◆ **EXERCISE OBJECTIVE**
Every record shown below is to be output exactly.

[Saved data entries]
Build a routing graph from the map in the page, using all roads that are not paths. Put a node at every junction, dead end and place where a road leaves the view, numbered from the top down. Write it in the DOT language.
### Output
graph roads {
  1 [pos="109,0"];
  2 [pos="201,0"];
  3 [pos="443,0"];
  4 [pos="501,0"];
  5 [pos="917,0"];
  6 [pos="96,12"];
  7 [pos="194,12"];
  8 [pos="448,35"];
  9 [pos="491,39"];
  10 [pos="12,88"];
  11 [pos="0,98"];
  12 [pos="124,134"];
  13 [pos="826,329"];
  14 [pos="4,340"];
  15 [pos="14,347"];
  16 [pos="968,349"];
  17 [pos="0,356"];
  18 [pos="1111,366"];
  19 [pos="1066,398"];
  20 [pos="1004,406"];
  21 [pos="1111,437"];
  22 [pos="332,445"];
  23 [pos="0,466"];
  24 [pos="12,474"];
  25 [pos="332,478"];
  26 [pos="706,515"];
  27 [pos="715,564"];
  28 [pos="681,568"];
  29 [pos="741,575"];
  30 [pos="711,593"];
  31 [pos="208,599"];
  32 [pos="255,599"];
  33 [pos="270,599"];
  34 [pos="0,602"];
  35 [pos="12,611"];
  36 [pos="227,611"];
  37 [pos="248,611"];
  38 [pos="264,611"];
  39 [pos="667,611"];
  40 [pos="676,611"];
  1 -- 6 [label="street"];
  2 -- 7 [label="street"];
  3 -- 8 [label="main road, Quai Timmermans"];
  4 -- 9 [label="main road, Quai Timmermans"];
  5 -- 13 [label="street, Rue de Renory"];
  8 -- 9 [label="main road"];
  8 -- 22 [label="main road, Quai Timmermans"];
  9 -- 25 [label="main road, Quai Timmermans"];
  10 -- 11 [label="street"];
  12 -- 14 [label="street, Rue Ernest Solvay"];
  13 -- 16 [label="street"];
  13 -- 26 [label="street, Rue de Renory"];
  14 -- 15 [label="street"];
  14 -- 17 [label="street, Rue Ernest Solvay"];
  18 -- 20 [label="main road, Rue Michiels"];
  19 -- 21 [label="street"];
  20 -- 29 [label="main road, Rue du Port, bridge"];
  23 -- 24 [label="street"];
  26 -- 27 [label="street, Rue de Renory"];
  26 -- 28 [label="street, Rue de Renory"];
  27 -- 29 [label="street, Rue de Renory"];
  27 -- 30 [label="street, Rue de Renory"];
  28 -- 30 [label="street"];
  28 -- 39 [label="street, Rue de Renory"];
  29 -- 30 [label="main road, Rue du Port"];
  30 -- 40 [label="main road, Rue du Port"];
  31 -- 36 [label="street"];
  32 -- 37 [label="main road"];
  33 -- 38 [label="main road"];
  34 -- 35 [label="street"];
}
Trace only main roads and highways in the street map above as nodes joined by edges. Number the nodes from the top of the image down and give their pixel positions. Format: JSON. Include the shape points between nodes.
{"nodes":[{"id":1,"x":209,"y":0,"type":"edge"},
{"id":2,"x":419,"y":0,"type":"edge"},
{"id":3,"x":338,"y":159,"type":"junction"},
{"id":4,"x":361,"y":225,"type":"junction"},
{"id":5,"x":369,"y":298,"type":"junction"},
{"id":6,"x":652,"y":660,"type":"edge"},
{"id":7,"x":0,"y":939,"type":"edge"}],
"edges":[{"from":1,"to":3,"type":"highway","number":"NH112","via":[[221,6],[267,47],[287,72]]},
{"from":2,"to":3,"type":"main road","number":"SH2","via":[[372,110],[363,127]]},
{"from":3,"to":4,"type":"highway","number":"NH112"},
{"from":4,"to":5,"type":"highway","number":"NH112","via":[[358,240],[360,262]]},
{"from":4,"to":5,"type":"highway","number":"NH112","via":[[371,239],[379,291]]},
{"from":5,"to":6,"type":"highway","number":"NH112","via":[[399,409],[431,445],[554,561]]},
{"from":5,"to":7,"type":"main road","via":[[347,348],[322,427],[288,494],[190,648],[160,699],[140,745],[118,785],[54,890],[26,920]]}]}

◆ **ANSWER TO THIS PROBLEM**
Build a routing graph from the map in the page, using all roads that are not paths. Put a node at every junction, dead end and place where a road leaves the view, numbered from the top down. Write it in the DOT language.
### Output
graph roads {
  1 [pos="109,0"];
  2 [pos="201,0"];
  3 [pos="443,0"];
  4 [pos="501,0"];
  5 [pos="917,0"];
  6 [pos="96,12"];
  7 [pos="194,12"];
  8 [pos="448,35"];
  9 [pos="491,39"];
  10 [pos="12,88"];
  11 [pos="0,98"];
  12 [pos="124,134"];
  13 [pos="826,329"];
  14 [pos="4,340"];
  15 [pos="14,347"];
  16 [pos="968,349"];
  17 [pos="0,356"];
  18 [pos="1111,366"];
  19 [pos="1066,398"];
  20 [pos="1004,406"];
  21 [pos="1111,437"];
  22 [pos="332,445"];
  23 [pos="0,466"];
  24 [pos="12,474"];
  25 [pos="332,478"];
  26 [pos="706,515"];
  27 [pos="715,564"];
  28 [pos="681,568"];
  29 [pos="741,575"];
  30 [pos="711,593"];
  31 [pos="208,599"];
  32 [pos="255,599"];
  33 [pos="270,599"];
  34 [pos="0,602"];
  35 [pos="12,611"];
  36 [pos="227,611"];
  37 [pos="248,611"];
  38 [pos="264,611"];
  39 [pos="667,611"];
  40 [pos="676,611"];
  1 -- 6 [label="street"];
  2 -- 7 [label="street"];
  3 -- 8 [label="main road, Quai Timmermans"];
  4 -- 9 [label="main road, Quai Timmermans"];
  5 -- 13 [label="street, Rue de Renory"];
  8 -- 9 [label="main road"];
  8 -- 22 [label="main road, Quai Timmermans"];
  9 -- 25 [label="main road, Quai Timmermans"];
  10 -- 11 [label="street"];
  12 -- 14 [label="street, Rue Ernest Solvay"];
  13 -- 16 [label="street"];
  13 -- 26 [label="street, Rue de Renory"];
  14 -- 15 [label="street"];
  14 -- 17 [label="street, Rue Ernest Solvay"];
  18 -- 20 [label="main road, Rue Michiels"];
  19 -- 21 [label="street"];
  20 -- 29 [label="main road, Rue du Port, bridge"];
  23 -- 24 [label="street"];
  26 -- 27 [label="street, Rue de Renory"];
  26 -- 28 [label="street, Rue de Renory"];
  27 -- 29 [label="street, Rue de Renory"];
  27 -- 30 [label="street, Rue de Renory"];
  28 -- 30 [label="street"];
  28 -- 39 [label="street, Rue de Renory"];
  29 -- 30 [label="main road, Rue du Port"];
  30 -- 40 [label="main road, Rue du Port"];
  31 -- 36 [label="street"];
  32 -- 37 [label="main road"];
  33 -- 38 [label="main road"];
  34 -- 35 [label="street"];
}
Trace only main roads and highways in the street map above as nodes joined by edges. Number the nodes from the top of the image down and give their pixel positions. Format: JSON. Include the shape points between nodes.
{"nodes":[{"id":1,"x":209,"y":0,"type":"edge"},
{"id":2,"x":419,"y":0,"type":"edge"},
{"id":3,"x":338,"y":159,"type":"junction"},
{"id":4,"x":361,"y":225,"type":"junction"},
{"id":5,"x":369,"y":298,"type":"junction"},
{"id":6,"x":652,"y":660,"type":"edge"},
{"id":7,"x":0,"y":939,"type":"edge"}],
"edges":[{"from":1,"to":3,"type":"highway","number":"NH112","via":[[221,6],[267,47],[287,72]]},
{"from":2,"to":3,"type":"main road","number":"SH2","via":[[372,110],[363,127]]},
{"from":3,"to":4,"type":"highway","number":"NH112"},
{"from":4,"to":5,"type":"highway","number":"NH112","via":[[358,240],[360,262]]},
{"from":4,"to":5,"type":"highway","number":"NH112","via":[[371,239],[379,291]]},
{"from":5,"to":6,"type":"highway","number":"NH112","via":[[399,409],[431,445],[554,561]]},
{"from":5,"to":7,"type":"main road","via":[[347,348],[322,427],[288,494],[190,648],[160,699],[140,745],[118,785],[54,890],[26,920]]}]}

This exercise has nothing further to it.